__EXERCISE DIRECTIONS__
Copy each line below that contains "main".

(Stored data entries)

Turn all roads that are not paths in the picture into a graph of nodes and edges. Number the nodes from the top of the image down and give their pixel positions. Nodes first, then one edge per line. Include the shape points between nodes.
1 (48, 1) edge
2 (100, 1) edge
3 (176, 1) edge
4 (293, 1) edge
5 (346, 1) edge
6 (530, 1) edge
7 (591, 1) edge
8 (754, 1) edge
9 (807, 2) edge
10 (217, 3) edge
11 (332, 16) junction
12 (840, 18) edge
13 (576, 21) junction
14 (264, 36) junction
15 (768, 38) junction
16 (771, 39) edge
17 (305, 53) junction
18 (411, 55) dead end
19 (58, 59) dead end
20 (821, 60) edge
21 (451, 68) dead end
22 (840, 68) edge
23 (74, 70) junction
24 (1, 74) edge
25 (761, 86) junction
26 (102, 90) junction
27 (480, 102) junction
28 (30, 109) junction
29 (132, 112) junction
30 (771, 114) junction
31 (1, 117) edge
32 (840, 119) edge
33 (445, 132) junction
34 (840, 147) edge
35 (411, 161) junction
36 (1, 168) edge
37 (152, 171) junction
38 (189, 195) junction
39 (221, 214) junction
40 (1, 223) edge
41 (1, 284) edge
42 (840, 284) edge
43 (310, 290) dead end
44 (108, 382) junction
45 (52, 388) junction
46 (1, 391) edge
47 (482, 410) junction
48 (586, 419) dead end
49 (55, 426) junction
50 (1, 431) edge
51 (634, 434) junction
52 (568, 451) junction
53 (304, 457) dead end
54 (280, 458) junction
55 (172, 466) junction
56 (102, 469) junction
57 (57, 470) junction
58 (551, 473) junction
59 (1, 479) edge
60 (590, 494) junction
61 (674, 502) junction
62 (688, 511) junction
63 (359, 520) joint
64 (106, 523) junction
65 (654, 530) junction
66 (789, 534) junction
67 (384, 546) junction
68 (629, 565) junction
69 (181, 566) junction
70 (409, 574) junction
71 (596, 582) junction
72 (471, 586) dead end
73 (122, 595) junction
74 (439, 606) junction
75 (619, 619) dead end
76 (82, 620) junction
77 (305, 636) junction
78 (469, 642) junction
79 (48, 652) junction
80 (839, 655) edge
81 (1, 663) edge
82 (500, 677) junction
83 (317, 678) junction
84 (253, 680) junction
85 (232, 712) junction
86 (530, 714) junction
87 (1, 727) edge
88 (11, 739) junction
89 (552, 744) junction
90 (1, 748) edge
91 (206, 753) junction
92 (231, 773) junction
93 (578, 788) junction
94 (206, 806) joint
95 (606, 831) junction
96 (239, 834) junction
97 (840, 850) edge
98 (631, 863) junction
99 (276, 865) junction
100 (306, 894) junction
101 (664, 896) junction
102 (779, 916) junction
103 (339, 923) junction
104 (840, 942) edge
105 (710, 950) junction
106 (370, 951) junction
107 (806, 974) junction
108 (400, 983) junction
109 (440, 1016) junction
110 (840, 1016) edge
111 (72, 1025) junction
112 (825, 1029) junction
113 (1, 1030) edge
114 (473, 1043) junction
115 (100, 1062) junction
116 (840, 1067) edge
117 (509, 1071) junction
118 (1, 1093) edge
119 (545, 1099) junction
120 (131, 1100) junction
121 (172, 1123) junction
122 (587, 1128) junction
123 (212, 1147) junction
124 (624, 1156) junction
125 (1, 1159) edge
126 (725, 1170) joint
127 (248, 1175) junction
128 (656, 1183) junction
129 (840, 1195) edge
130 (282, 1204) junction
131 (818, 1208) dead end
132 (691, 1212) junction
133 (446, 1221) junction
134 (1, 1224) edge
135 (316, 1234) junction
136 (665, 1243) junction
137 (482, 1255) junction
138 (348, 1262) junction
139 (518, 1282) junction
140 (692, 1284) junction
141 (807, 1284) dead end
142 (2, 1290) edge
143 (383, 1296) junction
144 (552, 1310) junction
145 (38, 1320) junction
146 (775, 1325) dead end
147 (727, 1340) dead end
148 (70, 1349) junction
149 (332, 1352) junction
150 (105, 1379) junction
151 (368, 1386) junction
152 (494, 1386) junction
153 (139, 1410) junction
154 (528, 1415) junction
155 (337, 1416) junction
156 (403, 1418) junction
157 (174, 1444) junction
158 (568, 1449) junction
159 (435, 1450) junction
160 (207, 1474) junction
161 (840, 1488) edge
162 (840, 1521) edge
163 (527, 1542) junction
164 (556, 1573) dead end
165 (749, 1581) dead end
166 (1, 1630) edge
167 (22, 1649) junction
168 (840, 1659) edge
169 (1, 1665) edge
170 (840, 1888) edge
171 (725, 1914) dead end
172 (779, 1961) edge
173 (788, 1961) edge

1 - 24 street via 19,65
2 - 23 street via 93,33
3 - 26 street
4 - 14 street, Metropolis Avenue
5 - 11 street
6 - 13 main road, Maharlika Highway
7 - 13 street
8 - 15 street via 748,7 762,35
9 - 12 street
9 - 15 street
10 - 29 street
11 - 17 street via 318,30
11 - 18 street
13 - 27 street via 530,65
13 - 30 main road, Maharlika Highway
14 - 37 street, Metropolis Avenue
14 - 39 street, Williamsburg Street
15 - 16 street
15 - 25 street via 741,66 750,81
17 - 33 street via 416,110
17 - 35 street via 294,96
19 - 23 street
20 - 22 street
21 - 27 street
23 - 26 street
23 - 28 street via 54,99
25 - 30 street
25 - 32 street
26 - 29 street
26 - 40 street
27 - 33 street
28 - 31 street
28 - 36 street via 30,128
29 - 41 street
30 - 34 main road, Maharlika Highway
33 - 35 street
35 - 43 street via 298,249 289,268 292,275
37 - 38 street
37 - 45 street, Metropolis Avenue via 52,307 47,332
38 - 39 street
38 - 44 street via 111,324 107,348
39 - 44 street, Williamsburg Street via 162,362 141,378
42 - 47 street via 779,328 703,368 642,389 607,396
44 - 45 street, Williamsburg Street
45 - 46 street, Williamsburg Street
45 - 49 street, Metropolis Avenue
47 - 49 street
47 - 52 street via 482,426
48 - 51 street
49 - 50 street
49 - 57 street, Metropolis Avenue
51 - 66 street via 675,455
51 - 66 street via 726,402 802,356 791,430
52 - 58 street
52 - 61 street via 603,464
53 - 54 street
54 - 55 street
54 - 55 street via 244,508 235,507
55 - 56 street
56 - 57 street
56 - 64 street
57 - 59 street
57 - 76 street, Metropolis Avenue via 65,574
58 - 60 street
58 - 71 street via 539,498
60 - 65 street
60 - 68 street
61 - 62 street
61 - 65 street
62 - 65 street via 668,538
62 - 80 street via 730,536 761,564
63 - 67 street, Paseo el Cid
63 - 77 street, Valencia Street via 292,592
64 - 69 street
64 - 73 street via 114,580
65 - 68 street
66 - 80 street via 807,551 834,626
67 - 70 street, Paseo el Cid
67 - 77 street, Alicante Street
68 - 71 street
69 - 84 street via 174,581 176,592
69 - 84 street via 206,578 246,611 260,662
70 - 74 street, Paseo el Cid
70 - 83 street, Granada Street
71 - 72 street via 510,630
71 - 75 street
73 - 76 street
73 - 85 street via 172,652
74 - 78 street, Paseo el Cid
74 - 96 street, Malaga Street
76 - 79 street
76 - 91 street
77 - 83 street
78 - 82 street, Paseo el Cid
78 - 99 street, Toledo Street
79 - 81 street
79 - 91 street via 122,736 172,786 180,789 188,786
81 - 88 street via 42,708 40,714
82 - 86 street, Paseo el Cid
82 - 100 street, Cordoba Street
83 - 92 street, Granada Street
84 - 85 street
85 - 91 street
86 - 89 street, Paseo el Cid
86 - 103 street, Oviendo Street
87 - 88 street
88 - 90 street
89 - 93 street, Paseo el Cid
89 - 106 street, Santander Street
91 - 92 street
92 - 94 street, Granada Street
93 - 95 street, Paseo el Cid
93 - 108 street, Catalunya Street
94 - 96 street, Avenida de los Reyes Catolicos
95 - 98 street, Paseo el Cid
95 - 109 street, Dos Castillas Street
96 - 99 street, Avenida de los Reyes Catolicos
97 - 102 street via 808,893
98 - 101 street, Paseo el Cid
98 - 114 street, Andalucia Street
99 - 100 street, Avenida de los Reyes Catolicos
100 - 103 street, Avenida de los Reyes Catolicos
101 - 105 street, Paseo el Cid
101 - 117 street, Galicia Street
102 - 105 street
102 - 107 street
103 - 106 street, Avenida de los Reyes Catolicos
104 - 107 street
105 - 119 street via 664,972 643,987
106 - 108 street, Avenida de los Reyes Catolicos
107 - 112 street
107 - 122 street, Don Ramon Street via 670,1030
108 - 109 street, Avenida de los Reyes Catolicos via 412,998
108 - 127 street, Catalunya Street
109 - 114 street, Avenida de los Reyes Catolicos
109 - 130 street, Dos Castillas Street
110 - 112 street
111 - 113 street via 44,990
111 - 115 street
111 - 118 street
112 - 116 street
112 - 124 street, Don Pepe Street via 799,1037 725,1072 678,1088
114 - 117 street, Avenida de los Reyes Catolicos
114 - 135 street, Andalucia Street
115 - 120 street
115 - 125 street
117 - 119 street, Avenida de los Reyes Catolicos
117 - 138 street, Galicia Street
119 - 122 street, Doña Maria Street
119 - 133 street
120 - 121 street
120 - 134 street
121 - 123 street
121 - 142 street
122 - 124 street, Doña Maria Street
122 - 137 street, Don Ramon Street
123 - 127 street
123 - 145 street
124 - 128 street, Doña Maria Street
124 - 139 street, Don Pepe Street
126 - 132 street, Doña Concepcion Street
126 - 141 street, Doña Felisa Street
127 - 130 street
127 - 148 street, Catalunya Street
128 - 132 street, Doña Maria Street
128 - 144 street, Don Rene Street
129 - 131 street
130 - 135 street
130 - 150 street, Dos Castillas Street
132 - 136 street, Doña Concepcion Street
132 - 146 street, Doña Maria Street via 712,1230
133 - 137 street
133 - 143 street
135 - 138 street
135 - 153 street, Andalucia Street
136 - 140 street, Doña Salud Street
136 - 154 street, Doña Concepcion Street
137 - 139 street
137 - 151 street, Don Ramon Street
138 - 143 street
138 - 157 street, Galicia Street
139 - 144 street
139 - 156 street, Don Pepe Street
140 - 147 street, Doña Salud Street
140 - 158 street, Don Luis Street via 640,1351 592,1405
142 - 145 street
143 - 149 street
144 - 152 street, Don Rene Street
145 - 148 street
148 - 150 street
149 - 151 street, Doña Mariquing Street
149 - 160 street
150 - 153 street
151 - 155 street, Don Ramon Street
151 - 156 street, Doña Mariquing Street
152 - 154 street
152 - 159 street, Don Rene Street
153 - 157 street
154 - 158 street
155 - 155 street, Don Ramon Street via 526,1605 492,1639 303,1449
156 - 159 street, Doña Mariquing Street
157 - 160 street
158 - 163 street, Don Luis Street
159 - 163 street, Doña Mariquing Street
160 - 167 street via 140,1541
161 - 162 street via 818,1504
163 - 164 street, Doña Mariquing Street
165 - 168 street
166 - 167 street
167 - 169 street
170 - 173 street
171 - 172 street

__SOLUTION FOR THIS TASK__
6 - 13 main road, Maharlika Highway
13 - 30 main road, Maharlika Highway
30 - 34 main road, Maharlika Highway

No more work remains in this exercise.